D’abord, la pochette. Rassurante à souhait par tant de connivence — le t-shirt Sonic Life, souvenir de cette précieuse somme publiée en 1992 par Stampa Alternativa. Au-delà du clin d’œil générationnel, les prétentions en termes d’artwork n’ont guère changé en plus de 25 ans de carrière. On serait même forcé d’admettre une certaine forme de sobriété. Cela n’a pourtant rien d’anecdotique à l’aune de ce qui se joue dans cette petite demi-heure car s’il est toujours heureux de recevoir des nouvelles du natif de Dayton, Ohio, nul n’ignore que le premier album de Dinosaur Jr. a 30 ans, que la bande originale de Kids, dont il assura la supervision musicale, a fêté ses 20 ans, et que son projet boisé Sentridoh existe depuis 1993.

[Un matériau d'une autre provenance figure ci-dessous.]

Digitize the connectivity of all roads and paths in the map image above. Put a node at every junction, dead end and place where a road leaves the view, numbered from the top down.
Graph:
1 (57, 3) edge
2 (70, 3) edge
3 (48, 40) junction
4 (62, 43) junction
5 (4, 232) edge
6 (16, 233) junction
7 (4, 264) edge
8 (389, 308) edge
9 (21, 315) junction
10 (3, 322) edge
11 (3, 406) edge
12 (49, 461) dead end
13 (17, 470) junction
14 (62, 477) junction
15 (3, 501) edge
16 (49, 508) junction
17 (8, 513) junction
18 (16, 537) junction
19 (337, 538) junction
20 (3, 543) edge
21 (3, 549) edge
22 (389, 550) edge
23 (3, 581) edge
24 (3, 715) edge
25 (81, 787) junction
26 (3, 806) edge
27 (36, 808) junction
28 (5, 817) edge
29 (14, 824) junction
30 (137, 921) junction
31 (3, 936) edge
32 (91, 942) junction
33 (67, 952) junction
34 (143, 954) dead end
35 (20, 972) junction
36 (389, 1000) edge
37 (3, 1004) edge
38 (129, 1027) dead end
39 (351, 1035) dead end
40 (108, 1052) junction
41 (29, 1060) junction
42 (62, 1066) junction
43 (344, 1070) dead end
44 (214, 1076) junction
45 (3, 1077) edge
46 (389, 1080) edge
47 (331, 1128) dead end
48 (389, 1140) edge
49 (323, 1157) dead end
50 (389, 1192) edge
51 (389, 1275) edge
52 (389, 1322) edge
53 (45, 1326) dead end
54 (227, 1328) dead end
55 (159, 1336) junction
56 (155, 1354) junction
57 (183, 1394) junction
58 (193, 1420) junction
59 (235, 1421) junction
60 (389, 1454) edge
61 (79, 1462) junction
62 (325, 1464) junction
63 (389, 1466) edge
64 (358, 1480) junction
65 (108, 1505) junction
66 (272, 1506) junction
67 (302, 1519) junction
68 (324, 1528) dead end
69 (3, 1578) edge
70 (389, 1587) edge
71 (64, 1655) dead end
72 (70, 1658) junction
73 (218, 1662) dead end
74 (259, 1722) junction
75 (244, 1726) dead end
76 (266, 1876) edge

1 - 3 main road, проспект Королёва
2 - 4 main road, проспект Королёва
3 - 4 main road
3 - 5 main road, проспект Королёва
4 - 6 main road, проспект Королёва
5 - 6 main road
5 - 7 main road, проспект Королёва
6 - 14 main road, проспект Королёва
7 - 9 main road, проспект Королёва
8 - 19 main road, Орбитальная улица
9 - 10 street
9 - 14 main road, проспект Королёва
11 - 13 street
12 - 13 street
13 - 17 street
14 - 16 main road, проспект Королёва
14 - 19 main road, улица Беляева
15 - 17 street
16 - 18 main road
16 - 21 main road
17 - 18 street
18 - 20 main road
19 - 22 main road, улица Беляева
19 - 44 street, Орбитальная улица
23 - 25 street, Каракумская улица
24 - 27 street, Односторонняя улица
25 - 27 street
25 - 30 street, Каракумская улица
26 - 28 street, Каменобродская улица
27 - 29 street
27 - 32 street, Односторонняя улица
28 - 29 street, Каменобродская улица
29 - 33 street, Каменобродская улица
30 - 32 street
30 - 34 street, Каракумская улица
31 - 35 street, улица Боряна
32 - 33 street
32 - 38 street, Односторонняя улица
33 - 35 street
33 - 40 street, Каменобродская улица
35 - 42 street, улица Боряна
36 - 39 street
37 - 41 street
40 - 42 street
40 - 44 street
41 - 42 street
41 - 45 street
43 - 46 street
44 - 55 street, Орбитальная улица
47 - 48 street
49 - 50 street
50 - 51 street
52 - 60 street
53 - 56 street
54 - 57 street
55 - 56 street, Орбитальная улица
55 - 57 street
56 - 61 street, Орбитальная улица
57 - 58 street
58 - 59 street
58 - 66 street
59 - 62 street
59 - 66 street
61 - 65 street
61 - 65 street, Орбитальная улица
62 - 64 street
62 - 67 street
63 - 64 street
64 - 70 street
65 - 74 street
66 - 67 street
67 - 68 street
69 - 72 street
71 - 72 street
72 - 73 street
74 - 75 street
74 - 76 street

A priori, Lou Barlow n’est pas (encore) « rangé » des voitures, réactivant Sebadoh en 2013 — le cas Dinosaur Jr. « réglé », lui, dès 2007 par un retour en grâce à la formation d’origine. Cette espèce d’apaisement, certainement concomitant de l’âge, ne doit, en l’espèce, occulter l’essentiel : le parcours d’un musicien d’exception, figure iconique par défaut de l’école lo-fi, exempt de toute compromission et autres fourvoiements où l’opportunisme le disputerait à la vénalité. Il n’est pas ici question d’ériger Barlow en chevalier blanc de la cause indie rock, mais qui sait dérouler telle carrière tout en pouvant se regarder dignement dans le miroir ? Bref, à chaque époque ses héros oserait-on sans malice…

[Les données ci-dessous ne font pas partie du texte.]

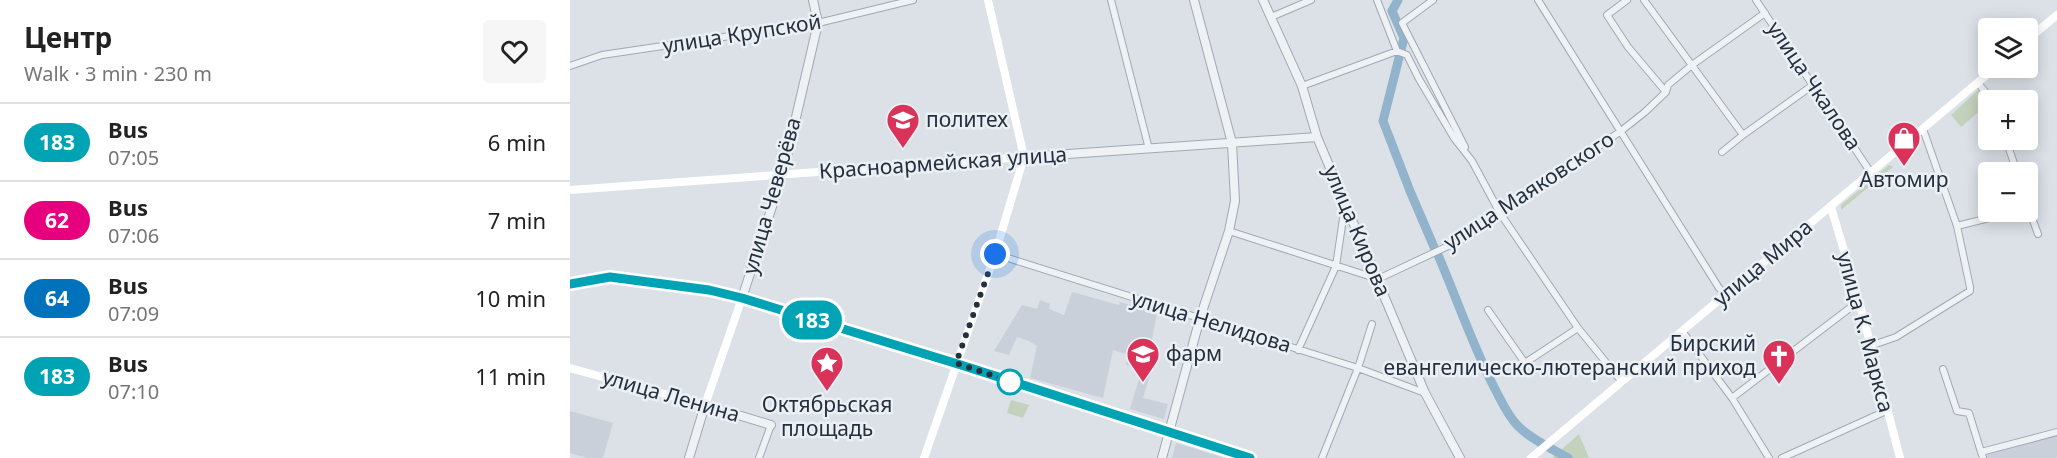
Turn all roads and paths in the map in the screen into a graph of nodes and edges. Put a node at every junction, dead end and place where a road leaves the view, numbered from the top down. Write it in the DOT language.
graph roads {
  1 [pos="813,0"];
  2 [pos="914,0"];
  3 [pos="988,0"];
  4 [pos="1111,0"];
  5 [pos="1194,0"];
  6 [pos="1263,0"];
  7 [pos="1311,0"];
  8 [pos="1377,0"];
  9 [pos="1433,0"];
  10 [pos="1627,0"];
  11 [pos="1644,0"];
  12 [pos="1756,0"];
  13 [pos="1540,1"];
  14 [pos="1765,13"];
  15 [pos="2057,15"];
  16 [pos="1271,17"];
  17 [pos="818,23"];
  18 [pos="2038,31"];
  19 [pos="1398,51"];
  20 [pos="1692,65"];
  21 [pos="570,66"];
  22 [pos="1984,78"];
  23 [pos="1978,83"];
  24 [pos="1813,84"];
  25 [pos="1302,86"];
  26 [pos="1984,90"];
  27 [pos="1666,92"];
  28 [pos="1923,129"];
  29 [pos="1621,131"];
  30 [pos="1743,135"];
  31 [pos="1317,137"];
  32 [pos="1232,143"];
  33 [pos="1149,149"];
  34 [pos="1722,152"];
  35 [pos="1024,157"];
  36 [pos="1472,161"];
  37 [pos="1871,172"];
  38 [pos="783,173"];
  39 [pos="570,190"];
  40 [pos="1345,205"];
  41 [pos="1830,207"];
  42 [pos="1500,213"];
  43 [pos="1978,221"];
  44 [pos="2034,222"];
  45 [pos="1957,226"];
  46 [pos="1228,231"];
  47 [pos="2038,234"];
  48 [pos="995,254"];
  49 [pos="1336,266"];
  50 [pos="1378,279"];
  51 [pos="570,284"];
  52 [pos="1725,294"];
  53 [pos="742,298"];
  54 [pos="1859,301"];
  55 [pos="1488,310"];
  56 [pos="1200,318"];
  57 [pos="1372,324"];
  58 [pos="1578,328"];
  59 [pos="1682,331"];
  60 [pos="1870,346"];
  61 [pos="1298,350"];
  62 [pos="956,363"];
  63 [pos="570,368"];
  64 [pos="1358,368"];
  65 [pos="1943,369"];
  66 [pos="1622,382"];
  67 [pos="1425,393"];
  68 [pos="1732,398"];
  69 [pos="705,405"];
  70 [pos="1886,411"];
  71 [pos="771,425"];
  72 [pos="1169,432"];
  73 [pos="2057,432"];
  74 [pos="1982,455"];
  75 [pos="689,458"];
  76 [pos="759,458"];
  77 [pos="924,458"];
  78 [pos="1162,458"];
  79 [pos="1250,458"];
  80 [pos="1322,458"];
  81 [pos="1460,458"];
  82 [pos="1531,458"];
  83 [pos="1769,458"];
  84 [pos="1782,458"];
  85 [pos="1900,458"];
  1 -- 17 [label="street, улица Чеверёва"];
  2 -- 17 [label="street, улица Крупской"];
  3 -- 35 [label="main road"];
  4 -- 33 [label="street"];
  5 -- 32 [label="street"];
  6 -- 16 [label="street, улица Кирова"];
  7 -- 16 [label="street"];
  8 -- 19 [label="street"];
  9 -- 36 [label="street"];
  10 -- 27 [label="street"];
  11 -- 20 [label="street"];
  12 -- 14 [label="street, улица Чкалова"];
  13 -- 29 [label="street"];
  14 -- 20 [label="street, улица Маяковского"];
  14 -- 24 [label="street, улица Чкалова"];
  15 -- 18 [label="main road"];
  16 -- 25 [label="street, улица Кирова"];
  17 -- 21 [label="street, улица Крупской"];
  17 -- 38 [label="street, улица Чеверёва"];
  19 -- 25 [label="street"];
  19 -- 36 [label="street"];
  20 -- 27 [label="street, улица Маяковского"];
  20 -- 30 [label="street"];
  22 -- 23 [label="main road, улица Мира"];
  23 -- 26 [label="street"];
  23 -- 28 [label="main road, улица Мира"];
  24 -- 30 [label="street"];
  24 -- 37 [label="street, улица Чкалова"];
  25 -- 31 [label="street, улица Кирова"];
  27 -- 29 [label="street, улица Маяковского"];
  28 -- 37 [label="main road, улица Мира"];
  28 -- 45 [label="street"];
  29 -- 42 [label="street, улица Маяковского"];
  29 -- 52 [label="street"];
  30 -- 34 [label="street"];
  31 -- 32 [label="street, Красноармейская улица"];
  31 -- 40 [label="street, улица Кирова"];
  32 -- 33 [label="street, Красноармейская улица"];
  32 -- 46 [label="street"];
  33 -- 35 [label="street, Красноармейская улица"];
  35 -- 38 [label="main road, Красноармейская улица"];
  35 -- 48 [label="main road"];
  36 -- 42 [label="street"];
  37 -- 41 [label="main road, улица Мира"];
  38 -- 39 [label="main road, Красноармейская улица"];
  38 -- 53 [label="street, улица Чеверёва"];
  40 -- 49 [label="street"];
  40 -- 50 [label="street, улица Кирова"];
  41 -- 52 [label="main road, улица Мира"];
  41 -- 54 [label="main road, улица К. Маркса"];
  42 -- 50 [label="street, улица Маяковского"];
  42 -- 58 [label="street"];
  43 -- 45 [label="street"];
  44 -- 47 [label="street"];
  45 -- 60 [label="street"];
  46 -- 49 [label="street"];
  46 -- 56 [label="street"];
  48 -- 56 [label="street, улица Нелидова"];
  48 -- 62 [label="main road"];
  49 -- 50 [label="street"];
  49 -- 61 [label="street"];
  50 -- 67 [label="street, улица Кирова"];
  51 -- 53 [label="street"];
  52 -- 59 [label="main road, улица Мира"];
  53 -- 62 [label="main road"];
  53 -- 69 [label="main road, улица Чеверёва"];
  54 -- 60 [label="main road, улица К. Маркса"];
  54 -- 68 [label="street"];
  55 -- 58 [label="street"];
  56 -- 61 [label="street, улица Нелидова"];
  56 -- 72 [label="street"];
  57 -- 64 [label="street"];
  58 -- 66 [label="street"];
  59 -- 66 [label="main road, улица Мира"];
  59 -- 68 [label="street"];
  60 -- 70 [label="main road, улица К. Маркса"];
  61 -- 64 [label="street, улица Нелидова"];
  62 -- 72 [label="main road"];
  62 -- 77 [label="main road"];
  63 -- 69 [label="main road, улица Ленина"];
  64 -- 67 [label="street, улица Нелидова"];
  64 -- 80 [label="street"];
  65 -- 74 [label="street"];
  66 -- 82 [label="main road, улица Мира"];
  67 -- 81 [label="street, улица Кирова"];
  68 -- 83 [label="street"];
  69 -- 71 [label="street, улица Ленина"];
  69 -- 75 [label="street, улица Чеверёва"];
  70 -- 84 [label="street"];
  70 -- 85 [label="main road, улица К. Маркса"];
  71 -- 76 [label="street"];
  72 -- 78 [label="street"];
  72 -- 79 [label="main road"];
  73 -- 74 [label="street"];
}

Six ans après « Goodnight Unknown« , Barlow a peut-être quitté l’étiquette Merge au profit de Domino, rien n’a fondamentalement changé, l’homme sacrifie encore et toujours aux vertus de l’enregistrement domestique dans sa version la plus frontale, soit guitare, voix et parfois un synthétiseur de misère. Et c’est ainsi. Comme en 1989, période où traquer une cassette ou un 45T de l’oiseau relevait du jeu de piste monomaniaque au gré des newsletters de labels aussi éphémères qu’exotiques.
Dépouillé et revêche, « Brace The Wave » ne séduira certainement pas grand monde. Et pourtant, qui sait à ce point ouvrir littéralement son cœur et son âme sans sombrer dans la mièvrerie ou la pornographie du sentimentalisme ? Qui chavire autant que ce bien nommé Pulse ? Inutile de chercher. Neuf titres presque anachroniques au regard de toute la mélasse constituant notre pain quotidien. C’en est presque rageant — pour l’injustice, laissons donc le temps faire son patient travail — tant Barlow n’a jamais aussi bien « chanté » avec une chaleur et une profondeur rares et sans cesse en équilibre sur le fil du rasoir.

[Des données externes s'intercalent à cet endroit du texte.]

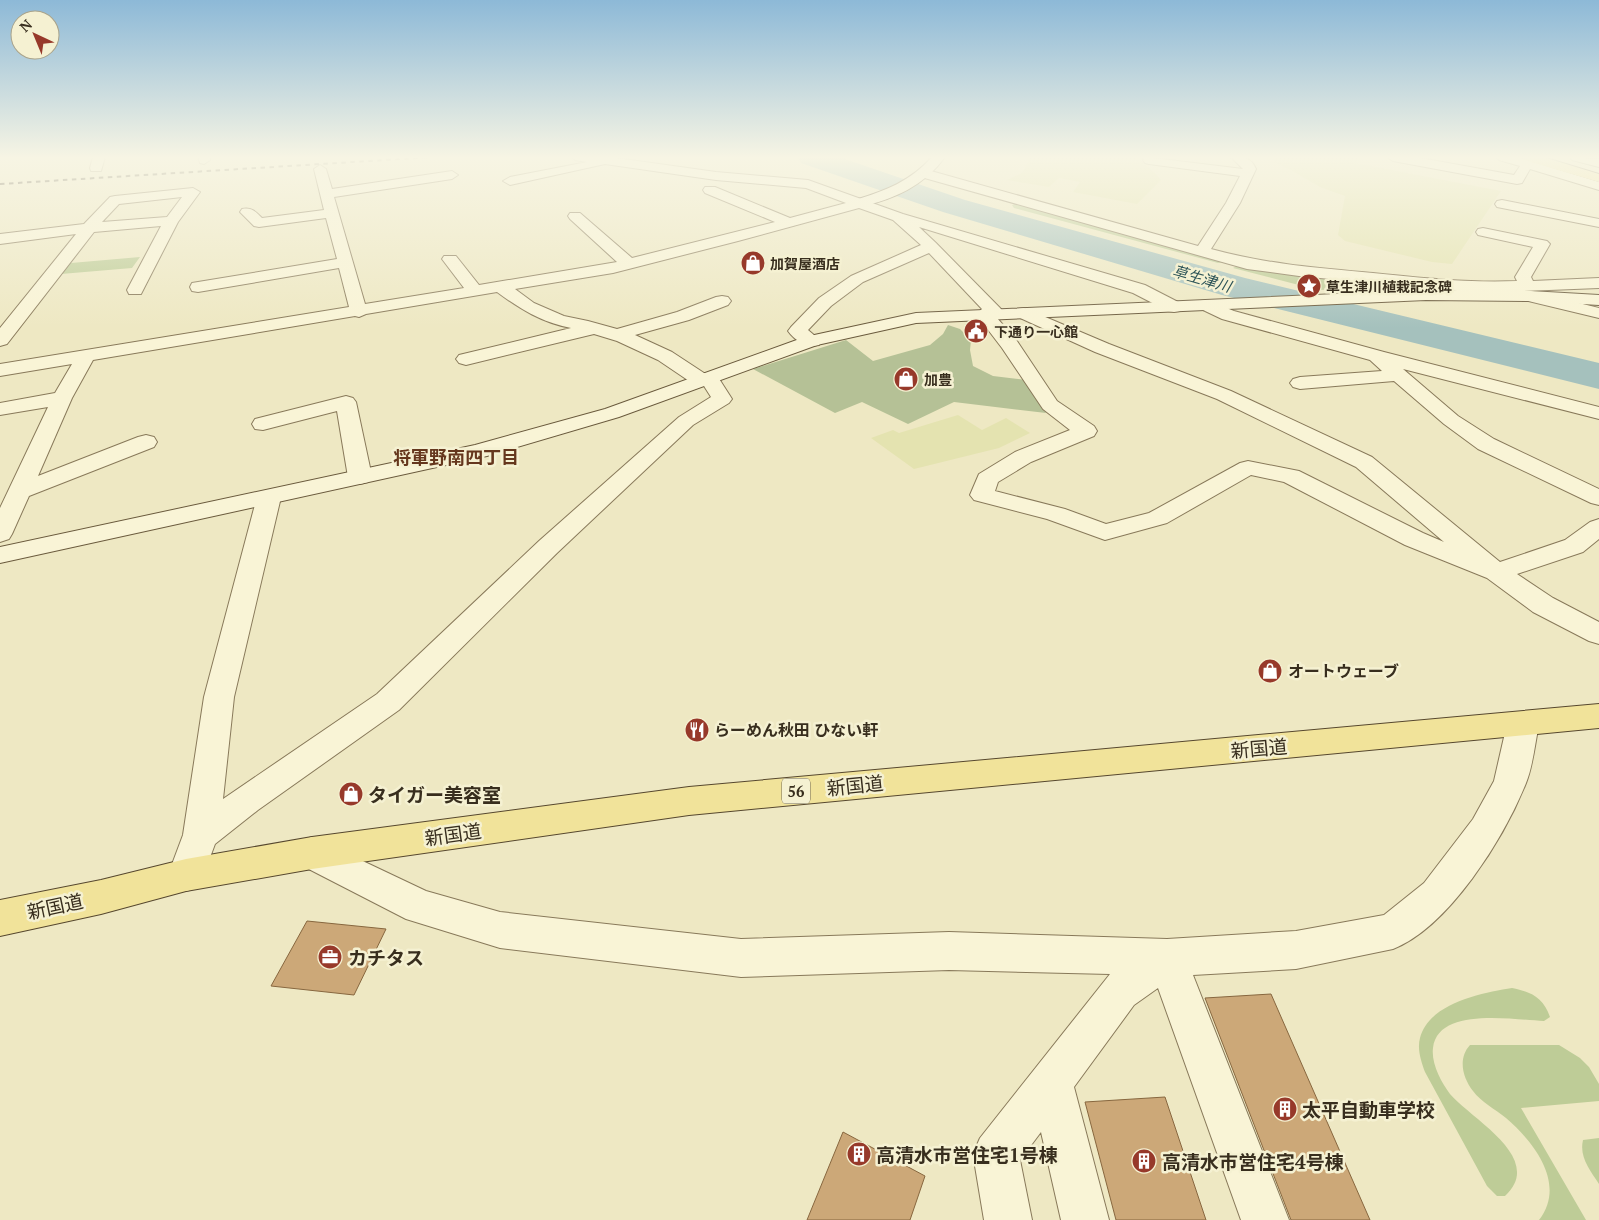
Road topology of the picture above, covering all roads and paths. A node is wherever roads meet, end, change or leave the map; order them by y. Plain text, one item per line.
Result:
1 (332, 213) edge
2 (102, 214) edge
3 (176, 214) edge
4 (249, 214) edge
5 (325, 214) edge
6 (770, 214) edge
7 (820, 214) edge
8 (893, 214) edge
9 (1065, 214) edge
10 (1227, 214) edge
11 (1553, 214) edge
12 (575, 216) dead end
13 (898, 216) junction
14 (171, 221) junction
15 (790, 222) junction
16 (1599, 223) edge
17 (89, 228) junction
18 (1483, 232) dead end
19 (0, 239) edge
20 (931, 246) junction
21 (1202, 252) junction
22 (344, 256) junction
23 (450, 259) dead end
24 (629, 264) junction
25 (235, 265) dead end
26 (1599, 284) edge
27 (198, 287) dead end
28 (502, 288) junction
29 (1478, 288) junction
30 (135, 290) dead end
31 (1529, 291) junction
32 (476, 292) junction
33 (1509, 296) junction
34 (1599, 300) edge
35 (722, 301) dead end
36 (1211, 304) junction
37 (1174, 307) junction
38 (359, 312) junction
39 (1024, 313) junction
40 (1599, 313) edge
41 (990, 314) junction
42 (595, 328) junction
43 (616, 335) junction
44 (0, 340) edge
45 (812, 341) junction
46 (86, 356) junction
47 (1377, 356) junction
48 (466, 359) dead end
49 (0, 370) edge
50 (1400, 374) junction
51 (706, 380) junction
52 (1300, 383) dead end
53 (62, 398) junction
54 (0, 409) edge
55 (1599, 413) edge
56 (263, 424) dead end
57 (146, 442) dead end
58 (360, 477) junction
59 (18, 492) junction
60 (269, 497) junction
61 (1599, 498) edge
62 (1599, 527) edge
63 (0, 534) edge
64 (0, 555) edge
65 (1496, 572) junction
66 (1599, 634) edge
67 (1599, 716) edge
68 (1523, 724) junction
69 (201, 835) junction
70 (312, 853) junction
71 (186, 875) junction
72 (0, 918) edge
73 (1167, 958) junction
74 (1051, 1082) junction
75 (1008, 1220) edge
76 (1085, 1220) edge
77 (1265, 1220) edge

1 - 22 street
2 - 17 street
3 - 14 street
4 - 5 street
6 - 15 street
7 - 15 street
8 - 13 street
9 - 21 street
10 - 21 street
11 - 16 street
12 - 24 street
13 - 20 street
13 - 37 street
14 - 17 street
14 - 30 street
15 - 24 street
17 - 19 street
17 - 44 street
18 - 31 street
20 - 41 street
20 - 45 street
21 - 29 street
22 - 25 street
22 - 27 street
22 - 38 street
23 - 32 street
24 - 28 street
26 - 31 street
28 - 32 street
28 - 42 street
29 - 31 street
29 - 33 street
31 - 33 street
31 - 34 street
31 - 40 street
32 - 38 street
33 - 36 street
35 - 43 street
36 - 37 street
36 - 47 street
37 - 39 street
38 - 46 street
39 - 41 street
39 - 65 street
41 - 45 street
41 - 65 street
42 - 43 street
42 - 48 street
43 - 51 street
45 - 51 street
46 - 49 street
46 - 53 street
47 - 50 street
47 - 55 street
50 - 52 street
50 - 61 street
51 - 58 street
51 - 69 street
53 - 54 street
53 - 59 street
56 - 58 street
57 - 59 street
58 - 60 street
59 - 63 street
60 - 64 street
60 - 69 street
62 - 65 street
65 - 66 street
67 - 68 main road, 新国道 / 56
68 - 70 main road, 新国道 / 56
68 - 73 street
69 - 71 street
70 - 71 main road, 新国道 / 56
70 - 73 street
71 - 72 main road, 新国道 / 56
73 - 74 street
73 - 77 street
74 - 75 street
74 - 76 street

Évoluer signifie également appréhender le meilleur de son art, ou, à défaut, de son talent. Écouter « C+E », c’est devoir reconnaître que Barlow n’a jamais aussi bien maîtrisé le sien. On souhaiterait tellement entendre plus de merveilles dignes de « Repeat », or, il faut se rendre à l’évidence, cette écriture n’a de beauté que parce qu’elle est unique. En un mot comme en cent, nous vieillirons ensemble.